[Study material Boundary: Start]

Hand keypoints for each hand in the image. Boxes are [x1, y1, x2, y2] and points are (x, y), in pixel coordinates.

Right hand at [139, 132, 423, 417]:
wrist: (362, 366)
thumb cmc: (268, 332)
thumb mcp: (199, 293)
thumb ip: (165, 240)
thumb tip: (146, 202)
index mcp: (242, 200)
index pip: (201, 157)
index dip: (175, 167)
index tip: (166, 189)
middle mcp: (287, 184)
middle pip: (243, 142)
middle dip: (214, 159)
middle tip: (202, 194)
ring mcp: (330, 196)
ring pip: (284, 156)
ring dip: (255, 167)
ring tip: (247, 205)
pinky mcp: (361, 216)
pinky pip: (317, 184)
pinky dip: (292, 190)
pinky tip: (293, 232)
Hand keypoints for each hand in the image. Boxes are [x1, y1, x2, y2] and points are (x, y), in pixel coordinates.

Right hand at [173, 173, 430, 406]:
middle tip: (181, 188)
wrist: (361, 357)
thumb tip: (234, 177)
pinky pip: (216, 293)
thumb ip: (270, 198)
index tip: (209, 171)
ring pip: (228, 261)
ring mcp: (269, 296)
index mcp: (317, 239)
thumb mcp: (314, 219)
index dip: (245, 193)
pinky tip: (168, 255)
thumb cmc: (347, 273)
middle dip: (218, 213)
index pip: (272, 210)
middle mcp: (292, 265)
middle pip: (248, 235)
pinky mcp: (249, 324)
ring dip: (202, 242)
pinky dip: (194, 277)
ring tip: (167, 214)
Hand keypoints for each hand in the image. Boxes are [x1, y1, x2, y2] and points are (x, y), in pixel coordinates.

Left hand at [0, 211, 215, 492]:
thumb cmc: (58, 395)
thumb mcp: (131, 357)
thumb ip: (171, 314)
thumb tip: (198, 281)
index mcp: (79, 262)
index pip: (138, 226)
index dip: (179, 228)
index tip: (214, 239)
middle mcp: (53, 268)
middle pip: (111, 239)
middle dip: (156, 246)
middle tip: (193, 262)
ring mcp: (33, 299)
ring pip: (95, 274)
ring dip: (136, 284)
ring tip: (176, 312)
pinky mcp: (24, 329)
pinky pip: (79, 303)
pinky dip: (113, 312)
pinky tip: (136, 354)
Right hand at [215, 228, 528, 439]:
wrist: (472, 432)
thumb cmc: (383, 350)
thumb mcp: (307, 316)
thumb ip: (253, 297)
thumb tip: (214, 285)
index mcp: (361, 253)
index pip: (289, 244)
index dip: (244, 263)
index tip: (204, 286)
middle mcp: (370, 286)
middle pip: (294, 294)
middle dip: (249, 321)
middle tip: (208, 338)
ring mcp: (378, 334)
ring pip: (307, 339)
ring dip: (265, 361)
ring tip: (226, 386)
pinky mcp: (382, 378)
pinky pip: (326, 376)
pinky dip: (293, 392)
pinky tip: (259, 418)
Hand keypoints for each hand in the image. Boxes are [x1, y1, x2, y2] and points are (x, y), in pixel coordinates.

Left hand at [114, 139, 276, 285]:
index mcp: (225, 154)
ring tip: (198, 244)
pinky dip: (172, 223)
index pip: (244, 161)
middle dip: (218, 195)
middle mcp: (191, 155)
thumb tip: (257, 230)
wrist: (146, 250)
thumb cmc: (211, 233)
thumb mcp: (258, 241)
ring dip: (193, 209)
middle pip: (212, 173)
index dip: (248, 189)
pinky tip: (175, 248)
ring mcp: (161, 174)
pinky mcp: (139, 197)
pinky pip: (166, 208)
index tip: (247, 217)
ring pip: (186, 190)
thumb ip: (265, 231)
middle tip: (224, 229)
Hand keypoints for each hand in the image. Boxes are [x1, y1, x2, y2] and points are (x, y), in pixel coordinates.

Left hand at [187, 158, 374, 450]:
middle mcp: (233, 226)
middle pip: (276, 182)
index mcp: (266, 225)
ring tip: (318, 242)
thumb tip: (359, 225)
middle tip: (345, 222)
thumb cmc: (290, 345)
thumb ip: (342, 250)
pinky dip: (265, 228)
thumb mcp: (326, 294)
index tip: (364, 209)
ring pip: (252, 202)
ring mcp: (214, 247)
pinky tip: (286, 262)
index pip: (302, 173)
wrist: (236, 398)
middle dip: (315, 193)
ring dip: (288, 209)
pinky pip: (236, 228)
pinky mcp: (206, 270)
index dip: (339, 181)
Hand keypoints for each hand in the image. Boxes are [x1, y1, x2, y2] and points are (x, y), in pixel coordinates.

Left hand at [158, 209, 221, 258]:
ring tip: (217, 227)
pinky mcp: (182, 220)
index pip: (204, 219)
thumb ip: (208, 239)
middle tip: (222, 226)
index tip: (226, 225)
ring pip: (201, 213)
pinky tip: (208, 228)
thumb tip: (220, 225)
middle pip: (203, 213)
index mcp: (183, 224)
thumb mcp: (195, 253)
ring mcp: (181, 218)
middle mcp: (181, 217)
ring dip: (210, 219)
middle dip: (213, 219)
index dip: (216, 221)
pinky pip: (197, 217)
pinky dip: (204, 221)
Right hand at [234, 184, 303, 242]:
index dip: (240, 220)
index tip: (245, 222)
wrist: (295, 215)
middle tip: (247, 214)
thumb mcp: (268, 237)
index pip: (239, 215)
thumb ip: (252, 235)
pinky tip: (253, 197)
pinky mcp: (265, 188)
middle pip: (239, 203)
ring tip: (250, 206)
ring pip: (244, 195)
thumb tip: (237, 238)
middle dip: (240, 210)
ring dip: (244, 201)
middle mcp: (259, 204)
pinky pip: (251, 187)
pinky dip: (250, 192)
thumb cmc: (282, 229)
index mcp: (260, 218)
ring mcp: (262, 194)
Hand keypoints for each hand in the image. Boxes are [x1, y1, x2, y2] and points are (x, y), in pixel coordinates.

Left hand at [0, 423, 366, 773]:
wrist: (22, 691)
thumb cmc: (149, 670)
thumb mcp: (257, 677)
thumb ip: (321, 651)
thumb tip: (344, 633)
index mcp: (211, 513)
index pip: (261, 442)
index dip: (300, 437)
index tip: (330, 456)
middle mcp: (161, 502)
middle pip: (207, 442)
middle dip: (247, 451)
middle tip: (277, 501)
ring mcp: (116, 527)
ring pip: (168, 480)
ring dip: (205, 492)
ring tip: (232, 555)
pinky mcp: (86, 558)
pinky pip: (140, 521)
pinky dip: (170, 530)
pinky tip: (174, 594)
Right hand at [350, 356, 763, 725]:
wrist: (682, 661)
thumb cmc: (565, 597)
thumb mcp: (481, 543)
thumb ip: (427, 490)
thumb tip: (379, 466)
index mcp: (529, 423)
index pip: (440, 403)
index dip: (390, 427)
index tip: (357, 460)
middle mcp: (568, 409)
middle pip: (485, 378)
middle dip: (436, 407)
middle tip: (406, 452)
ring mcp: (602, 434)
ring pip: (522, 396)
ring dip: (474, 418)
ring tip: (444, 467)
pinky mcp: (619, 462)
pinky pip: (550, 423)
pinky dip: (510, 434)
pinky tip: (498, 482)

[Study material Boundary: End]

**Assignment**:
Set down the data once more, word for word.

**Task result**:
Hand keypoints for each hand in the image. Boxes are [x1, y1, x2, y2] and points are (x, y), in pixel coordinates.

Right hand at [139, 132, 423, 417]:
wrist: (362, 366)
thumb cmc: (268, 332)
thumb mcp: (199, 293)
thumb ip: (165, 240)
thumb tip: (146, 202)
index mcp: (242, 200)
index pip: (201, 157)
index dip: (175, 167)
index tip: (166, 189)
middle mcp: (287, 184)
middle pip: (243, 142)
middle dip: (214, 159)
middle tip: (202, 194)
ring mcp: (330, 196)
ring pip: (284, 156)
ring dip: (255, 167)
ring tip: (247, 205)
pinky mcp: (361, 216)
pinky pip: (317, 184)
pinky dip: (292, 190)
pinky tip: (293, 232)
Hand keypoints for each hand in the image. Boxes are [x1, y1, x2, y2] and points are (x, y), in pixel coordinates.

Right hand at [173, 173, 430, 406]:
middle tip: (181, 188)
wrist: (361, 357)
thumb tip: (234, 177)
pinky pip: (216, 293)
thumb ip: (270, 198)
index tip: (209, 171)
ring pip: (228, 261)
ring mcp: (269, 296)
index mcp: (317, 239)
thumb mcp: (314, 219)
index dip: (245, 193)
pinky tip: (168, 255)
thumb cmc: (347, 273)
middle dip: (218, 213)
index pip: (272, 210)
middle mcp: (292, 265)
middle pip: (248, 235)
pinky mcp: (249, 324)
ring dip: (202, 242)
pinky dip: (194, 277)
ring tip: (167, 214)
Hand keypoints for each hand in the image. Boxes are [x1, y1, x2, y2] and points are (x, y), in pixel coordinates.

Left hand at [0, 211, 215, 492]:
thumb cmc: (58, 395)
thumb mcp: (131, 357)
thumb ip: (171, 314)
thumb tip: (198, 281)
index mcp: (79, 262)
index pip: (138, 226)
index dip: (179, 228)
index tip: (214, 239)
middle mcp: (53, 268)
middle pip: (111, 239)
middle dip: (156, 246)
middle tip: (193, 262)
ring mcp: (33, 299)
ring pip: (95, 274)
ring dip: (136, 284)
ring tip: (176, 312)
pinky mcp: (24, 329)
pinky pip: (79, 303)
pinky dip: (113, 312)
pinky tip: (136, 354)
Right hand at [215, 228, 528, 439]:
wrist: (472, 432)
thumb cmc: (383, 350)
thumb mcp: (307, 316)
thumb ip: (253, 297)
thumb tip: (214, 285)
index mcp: (361, 253)
index pip: (289, 244)
index dip: (244, 263)
index tip: (204, 286)
middle mcp: (370, 286)
middle pip: (294, 294)
middle dip: (249, 321)
middle tip: (208, 338)
ring mcp: (378, 334)
ring pip: (307, 339)
ring dip: (265, 361)
ring tip: (226, 386)
pinky mcp: (382, 378)
pinky pip: (326, 376)
pinky dip: (293, 392)
pinky tip: (259, 418)
Hand keypoints for each hand in the image. Boxes are [x1, y1, x2, y2] and points are (x, y), in pixel coordinates.

Left hand at [114, 139, 276, 285]:
index mcp: (225, 154)
ring tip: (198, 244)
pinky dip: (172, 223)
index pip: (244, 161)
middle dip: (218, 195)
middle mcp: (191, 155)
thumb tip: (257, 230)
wrist: (146, 250)
thumb cmc: (211, 233)
thumb mcp: (258, 241)
ring dip: (193, 209)
middle pip: (212, 173)
index dip: (248, 189)
pinky tip: (175, 248)
ring mcp: (161, 174)
pinky mcp: (139, 197)
pinky pip: (166, 208)
index tip: (247, 217)
ring pip: (186, 190)
thumb ip: (265, 231)
middle tip: (224, 229)
Hand keypoints for each hand in the image. Boxes are [x1, y1, x2, y2] and points are (x, y), in pixel coordinates.

Left hand at [187, 158, 374, 450]:
middle mcp: (233, 226)
middle pip: (276, 182)
index mcp: (266, 225)
ring tip: (318, 242)
thumb tip: (359, 225)
middle tip: (345, 222)
thumb cmc: (290, 345)
thumb ip: (342, 250)
pinky dip: (265, 228)
thumb mcp: (326, 294)
index tip: (364, 209)
ring pip: (252, 202)
ring mcp: (214, 247)
pinky tip: (286, 262)
index pip: (302, 173)
wrist: (236, 398)
middle dip: (315, 193)
ring dip: (288, 209)
pinky pip: (236, 228)
pinky mcp: (206, 270)
index dip: (339, 181)
Hand keypoints for each hand in the image. Boxes are [x1, y1, x2, y2] and points are (x, y), in pixel coordinates.

Left hand at [158, 209, 221, 258]:
ring tip: (217, 227)
pinky mcp: (182, 220)
index pip: (204, 219)
thumb ip: (208, 239)
middle tip: (222, 226)
index tip: (226, 225)
ring pip: (201, 213)
pinky tip: (208, 228)
thumb tip: (220, 225)
middle pip: (203, 213)
index mcp: (183, 224)
thumb mcp: (195, 253)
ring mcp: (181, 218)
middle mcp: (181, 217)
ring dip: (210, 219)
middle dip: (213, 219)
index dip: (216, 221)
pinky pip: (197, 217)
pinky dip: (204, 221)
Right hand at [234, 184, 303, 242]:
index dip: (240, 220)
index tip: (245, 222)
wrist: (295, 215)
middle tip: (247, 214)
thumb mcp: (268, 237)
index pip: (239, 215)
thumb ip: (252, 235)
pinky tip: (253, 197)
pinky mcp: (265, 188)
middle pip: (239, 203)
ring tip: (250, 206)
ring pip: (244, 195)
thumb tip: (237, 238)
middle dip: (240, 210)
ring dip: (244, 201)
middle mcp: (259, 204)
pinky pip: (251, 187)
pinky dip: (250, 192)
thumb cmc: (282, 229)
index mcp: (260, 218)
ring mcp: (262, 194)
Hand keypoints for each hand in the image. Boxes are [x1, y1, x2, y2] and points are (x, y), in pixel coordinates.

Left hand at [0, 423, 366, 773]:
wrist: (22, 691)
thumb cmc: (149, 670)
thumb mcp: (257, 677)
thumb ip: (321, 651)
thumb tip: (344, 633)
index mcp: (211, 513)
index pip: (261, 442)
index dip: (300, 437)
index tip: (330, 456)
middle mcp: (161, 502)
middle pip: (207, 442)
middle dip: (247, 451)
middle tip: (277, 501)
ring mcp: (116, 527)
ring pip: (168, 480)
ring dip: (205, 492)
ring tip: (232, 555)
pinky mcp: (86, 558)
pinky pip: (140, 521)
pinky dip: (170, 530)
pinky tip: (174, 594)
Right hand at [350, 356, 763, 725]:
wrist: (682, 661)
thumb cmc: (565, 597)
thumb mcp: (481, 543)
thumb ip: (427, 490)
thumb tip: (379, 466)
index mcp: (529, 423)
index pip: (440, 403)
index dip: (390, 427)
index tip: (357, 460)
middle mcp: (568, 409)
middle pip: (485, 378)
middle dip: (436, 407)
middle tip: (406, 452)
ring mcp: (602, 434)
ring pip: (522, 396)
ring dip: (474, 418)
ring tip: (444, 467)
pinky mcp: (619, 462)
pinky pip: (550, 423)
pinky dip: (510, 434)
pinky tip: (498, 482)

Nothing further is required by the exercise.